The morning after the UK general election, one thing was evident from conversations with investors – there were slim pickings as far as buying opportunities were concerned. 

The day played out like a “low volatility EU referendum,” said Alan Higgins, Coutts CIO.

“The impact of the event on markets was from the same playbook – weaker sterling, a stronger FTSE 100 and, generally, markets coming back pretty quickly.”

However, “the only thing that is potentially of interest, that hasn’t gone far enough yet, is the underperformance of the FTSE 250,” he said.

The FTSE 250’s reaction to the hung parliament election outcome was immediately felt as markets opened on Friday.

Within the first hour of trading, the index had dived by 0.95%, although, it stabilised shortly afterwards.

At the time of writing, the mid-cap index was down 0.27% to 19,689.2, its lowest point in the last month.

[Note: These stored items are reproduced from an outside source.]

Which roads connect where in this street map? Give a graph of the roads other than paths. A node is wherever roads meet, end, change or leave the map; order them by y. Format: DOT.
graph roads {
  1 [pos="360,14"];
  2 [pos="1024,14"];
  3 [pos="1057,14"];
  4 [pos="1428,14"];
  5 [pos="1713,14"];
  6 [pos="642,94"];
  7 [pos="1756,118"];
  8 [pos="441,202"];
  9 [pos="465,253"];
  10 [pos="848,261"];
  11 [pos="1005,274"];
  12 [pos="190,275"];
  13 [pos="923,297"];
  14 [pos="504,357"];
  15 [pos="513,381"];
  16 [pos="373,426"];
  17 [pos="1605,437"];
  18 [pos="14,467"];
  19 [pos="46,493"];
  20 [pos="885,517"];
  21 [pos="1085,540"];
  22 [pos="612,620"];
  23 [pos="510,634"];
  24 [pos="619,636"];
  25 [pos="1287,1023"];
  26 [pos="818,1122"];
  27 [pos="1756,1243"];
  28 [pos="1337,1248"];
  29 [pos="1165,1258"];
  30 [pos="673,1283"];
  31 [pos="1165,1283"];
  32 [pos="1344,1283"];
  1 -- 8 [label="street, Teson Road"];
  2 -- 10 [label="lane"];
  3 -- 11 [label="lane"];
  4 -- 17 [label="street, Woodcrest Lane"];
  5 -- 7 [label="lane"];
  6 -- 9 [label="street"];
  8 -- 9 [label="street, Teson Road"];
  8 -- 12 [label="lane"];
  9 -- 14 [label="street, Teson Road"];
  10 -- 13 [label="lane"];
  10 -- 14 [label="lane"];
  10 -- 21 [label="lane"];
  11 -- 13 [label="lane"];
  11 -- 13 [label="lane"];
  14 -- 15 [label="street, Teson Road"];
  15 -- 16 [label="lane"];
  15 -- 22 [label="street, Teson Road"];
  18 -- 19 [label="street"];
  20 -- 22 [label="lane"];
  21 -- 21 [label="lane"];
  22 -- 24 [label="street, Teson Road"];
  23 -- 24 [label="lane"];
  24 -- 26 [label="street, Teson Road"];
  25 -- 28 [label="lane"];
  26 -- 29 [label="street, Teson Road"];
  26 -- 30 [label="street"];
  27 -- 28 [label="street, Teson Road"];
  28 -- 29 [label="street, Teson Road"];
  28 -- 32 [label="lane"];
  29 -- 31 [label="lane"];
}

Meanwhile, the FTSE 100, reacted positively to the weakness in sterling and was trading upward by 0.8%, at one point.

In the grand scheme of things, the movement of the indices was “pretty small,” said Higgins, “but if that diversion had gotten any wider, that would tempt us”.

While the latest political events have reconfirmed Psigma CIO Tom Beckett’s “commitment to look at all parts of the world, not just the UK,” he also admitted that domestic stocks were looking attractive relative to other areas of the market.